The committee cited the 1991 law to oppose the survey. It said a Varanasi civil court could not be passed the survey order in view of the law, which protects the status of places of worship. The survey was ordered on the plea by five Hindu women seeking the right to worship within the mosque premises near the Kashi Vishwanath Temple.

Upadhyay said a temple is a place of worship as God resides therein. “…that’s why the temple is always a temple and its religious character never changes. On the other hand, a mosque is simply a place of prayer and that is why, in Gulf countries…it is demolished/shifted even for making roads, schools, hospitals, and public offices.” He said the religious character of the temple and the mosque is totally different. “So, the 1991 Act can’t be applied to the mosque.”

The application said the status of a mosque can be given only to structures constructed according to tenets of Islam. It added Muslims cannot assert any right in respect of any piece of land claiming to be a mosque unless it has been constructed on legally owned and occupied land.

The application said a retrospective cut-off date of August 15, 1947, cannot legalise the “illegal acts of barbaric invaders”. “The mosque constructed on temple land cannot be a mosque, not only for the reason that such construction is against Islamic law, but also on grounds that the property once vested in the deity continues to be deity’s property and right of deity and devotees are never lost, howsoever long illegal encroachment continues on such property.”

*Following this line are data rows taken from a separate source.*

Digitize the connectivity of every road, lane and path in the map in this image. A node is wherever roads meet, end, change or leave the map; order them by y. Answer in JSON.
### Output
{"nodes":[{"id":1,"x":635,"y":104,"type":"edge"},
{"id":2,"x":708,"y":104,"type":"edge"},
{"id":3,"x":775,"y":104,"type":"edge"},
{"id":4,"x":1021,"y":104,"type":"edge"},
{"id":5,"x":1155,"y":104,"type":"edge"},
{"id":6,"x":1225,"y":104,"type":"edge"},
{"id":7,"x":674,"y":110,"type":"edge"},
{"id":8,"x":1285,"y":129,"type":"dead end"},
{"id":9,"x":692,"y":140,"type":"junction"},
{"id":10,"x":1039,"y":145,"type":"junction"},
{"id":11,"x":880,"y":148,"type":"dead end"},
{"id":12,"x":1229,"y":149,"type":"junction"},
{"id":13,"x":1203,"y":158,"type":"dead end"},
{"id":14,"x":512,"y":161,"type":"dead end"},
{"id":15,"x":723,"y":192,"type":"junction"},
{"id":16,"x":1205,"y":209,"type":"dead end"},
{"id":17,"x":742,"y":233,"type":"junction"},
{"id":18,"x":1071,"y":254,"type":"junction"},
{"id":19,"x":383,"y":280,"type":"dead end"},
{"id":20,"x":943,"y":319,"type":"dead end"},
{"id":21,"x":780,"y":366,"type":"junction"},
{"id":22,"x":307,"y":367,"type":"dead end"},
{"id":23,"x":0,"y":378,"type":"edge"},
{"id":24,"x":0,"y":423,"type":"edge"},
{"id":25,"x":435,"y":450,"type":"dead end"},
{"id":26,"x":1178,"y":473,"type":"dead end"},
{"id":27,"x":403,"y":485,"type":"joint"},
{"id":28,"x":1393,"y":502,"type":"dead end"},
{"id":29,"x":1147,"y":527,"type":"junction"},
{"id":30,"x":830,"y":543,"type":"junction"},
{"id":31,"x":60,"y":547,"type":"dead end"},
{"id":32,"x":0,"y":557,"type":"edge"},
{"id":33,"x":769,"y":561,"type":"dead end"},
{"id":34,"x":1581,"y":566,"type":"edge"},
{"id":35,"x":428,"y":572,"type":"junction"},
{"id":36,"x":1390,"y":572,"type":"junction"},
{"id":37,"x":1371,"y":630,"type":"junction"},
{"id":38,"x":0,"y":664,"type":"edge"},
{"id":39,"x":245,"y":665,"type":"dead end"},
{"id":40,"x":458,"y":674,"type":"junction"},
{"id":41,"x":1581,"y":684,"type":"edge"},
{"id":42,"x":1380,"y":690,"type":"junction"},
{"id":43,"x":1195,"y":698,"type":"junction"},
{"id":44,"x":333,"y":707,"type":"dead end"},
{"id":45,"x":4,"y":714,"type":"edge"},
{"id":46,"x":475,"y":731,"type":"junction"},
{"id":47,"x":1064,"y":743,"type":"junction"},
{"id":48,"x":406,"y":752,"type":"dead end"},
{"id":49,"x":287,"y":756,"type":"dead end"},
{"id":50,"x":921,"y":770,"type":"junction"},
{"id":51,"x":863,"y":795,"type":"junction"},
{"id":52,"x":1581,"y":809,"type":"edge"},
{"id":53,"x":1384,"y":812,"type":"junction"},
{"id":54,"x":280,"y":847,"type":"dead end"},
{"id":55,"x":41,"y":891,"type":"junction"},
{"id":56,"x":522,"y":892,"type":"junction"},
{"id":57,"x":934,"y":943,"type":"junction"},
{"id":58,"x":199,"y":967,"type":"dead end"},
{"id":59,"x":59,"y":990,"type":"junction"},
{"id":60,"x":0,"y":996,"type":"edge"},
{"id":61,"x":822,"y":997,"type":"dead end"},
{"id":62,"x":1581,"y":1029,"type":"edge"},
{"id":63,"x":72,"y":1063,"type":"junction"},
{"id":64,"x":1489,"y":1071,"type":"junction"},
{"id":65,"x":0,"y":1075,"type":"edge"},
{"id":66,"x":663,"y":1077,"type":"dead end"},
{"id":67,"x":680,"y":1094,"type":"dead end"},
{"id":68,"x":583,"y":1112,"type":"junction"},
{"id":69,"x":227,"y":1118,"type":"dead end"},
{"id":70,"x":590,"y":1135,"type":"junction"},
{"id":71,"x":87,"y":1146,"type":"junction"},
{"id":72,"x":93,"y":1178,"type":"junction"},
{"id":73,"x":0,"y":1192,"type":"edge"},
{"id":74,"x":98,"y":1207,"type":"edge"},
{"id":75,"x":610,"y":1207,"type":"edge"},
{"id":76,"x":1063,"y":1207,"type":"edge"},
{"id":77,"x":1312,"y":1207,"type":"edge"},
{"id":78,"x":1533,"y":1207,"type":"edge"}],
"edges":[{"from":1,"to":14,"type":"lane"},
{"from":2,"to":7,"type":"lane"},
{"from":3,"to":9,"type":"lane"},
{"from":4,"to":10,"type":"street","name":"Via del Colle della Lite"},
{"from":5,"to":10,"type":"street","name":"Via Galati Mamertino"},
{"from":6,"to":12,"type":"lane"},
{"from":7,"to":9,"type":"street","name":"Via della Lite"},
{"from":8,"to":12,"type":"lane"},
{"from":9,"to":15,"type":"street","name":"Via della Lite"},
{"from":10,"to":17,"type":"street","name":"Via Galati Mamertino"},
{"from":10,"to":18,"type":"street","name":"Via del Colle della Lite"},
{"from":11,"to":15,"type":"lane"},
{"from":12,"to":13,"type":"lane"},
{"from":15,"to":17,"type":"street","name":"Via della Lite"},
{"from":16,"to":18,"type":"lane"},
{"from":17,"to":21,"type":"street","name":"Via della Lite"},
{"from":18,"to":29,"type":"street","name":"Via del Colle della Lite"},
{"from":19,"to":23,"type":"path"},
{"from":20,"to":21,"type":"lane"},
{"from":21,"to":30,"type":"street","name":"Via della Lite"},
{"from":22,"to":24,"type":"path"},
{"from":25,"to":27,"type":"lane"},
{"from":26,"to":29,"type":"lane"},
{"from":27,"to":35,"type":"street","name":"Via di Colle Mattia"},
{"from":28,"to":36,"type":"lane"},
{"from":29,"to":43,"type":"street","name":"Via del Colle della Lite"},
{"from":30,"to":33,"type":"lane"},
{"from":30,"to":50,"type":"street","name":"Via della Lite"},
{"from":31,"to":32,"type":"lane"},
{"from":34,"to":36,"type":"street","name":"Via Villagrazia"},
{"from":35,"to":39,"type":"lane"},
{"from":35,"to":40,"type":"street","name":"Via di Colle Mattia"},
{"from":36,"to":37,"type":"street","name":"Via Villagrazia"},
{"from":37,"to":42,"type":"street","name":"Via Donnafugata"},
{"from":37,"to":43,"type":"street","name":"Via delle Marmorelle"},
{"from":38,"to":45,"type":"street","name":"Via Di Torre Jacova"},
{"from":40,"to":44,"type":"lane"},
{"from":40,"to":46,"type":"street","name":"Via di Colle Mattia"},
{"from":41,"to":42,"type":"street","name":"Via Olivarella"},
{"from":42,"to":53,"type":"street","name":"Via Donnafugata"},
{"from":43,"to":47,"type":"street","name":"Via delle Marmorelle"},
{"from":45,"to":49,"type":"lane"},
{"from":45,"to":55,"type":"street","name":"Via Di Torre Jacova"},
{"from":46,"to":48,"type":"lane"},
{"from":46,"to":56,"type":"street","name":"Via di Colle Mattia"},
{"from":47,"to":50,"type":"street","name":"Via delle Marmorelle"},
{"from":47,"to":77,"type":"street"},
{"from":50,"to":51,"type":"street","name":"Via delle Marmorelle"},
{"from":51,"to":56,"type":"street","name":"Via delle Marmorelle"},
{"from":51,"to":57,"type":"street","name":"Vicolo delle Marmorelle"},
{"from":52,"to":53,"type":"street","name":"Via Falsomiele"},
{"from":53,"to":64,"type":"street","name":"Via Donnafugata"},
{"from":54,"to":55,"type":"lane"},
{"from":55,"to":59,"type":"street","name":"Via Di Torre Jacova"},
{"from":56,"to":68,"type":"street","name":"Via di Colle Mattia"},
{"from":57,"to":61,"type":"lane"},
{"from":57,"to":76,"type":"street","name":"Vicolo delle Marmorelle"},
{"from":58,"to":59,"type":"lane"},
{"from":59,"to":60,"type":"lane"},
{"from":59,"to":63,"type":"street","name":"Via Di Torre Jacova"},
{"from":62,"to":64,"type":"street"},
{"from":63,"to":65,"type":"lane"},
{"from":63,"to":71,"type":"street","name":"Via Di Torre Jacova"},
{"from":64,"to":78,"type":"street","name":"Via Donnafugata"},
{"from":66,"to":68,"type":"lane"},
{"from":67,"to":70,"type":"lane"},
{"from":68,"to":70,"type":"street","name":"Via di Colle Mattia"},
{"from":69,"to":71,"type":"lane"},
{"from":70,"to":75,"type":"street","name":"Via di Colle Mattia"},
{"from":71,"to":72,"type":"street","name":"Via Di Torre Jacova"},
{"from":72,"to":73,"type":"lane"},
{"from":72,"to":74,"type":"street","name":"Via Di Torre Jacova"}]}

On Friday, the Supreme Court transferred the Gyanvapi mosque survey suit filed by the five Hindu women from the court of the civil judge to Varanasi’s district judge. It came after the court commissioners submitted their report to the civil judge claiming to have found a shivling within the mosque premises.

The Supreme Court on May 17 ordered the protection of the area where the shivling was reportedly found. It directed the district judge to take up the mosque committee’s application challenging the suit on priority. The Supreme Court directed the Varanasi district court to ensure adequate arrangements are made for religious observations for Muslims at the mosque for prayers.

Upadhyay’s application said the 1991 law affects right to religion of Hindus, Jains, Buddhists, Sikhs and snubs their voice against illegal inhumane barbarian action committed in pre-independence period. “The Centre has transgressed its legislative power in barring remedy of judicial review, which is the basic feature of the Constitution,” the application said. “Right to restore back religious property is unfettered and continuing wrong and injury may be cured by judicial remedy.”

The application is expected to be taken up when the Supreme Court hears the Gyanvapi mosque case on July 21.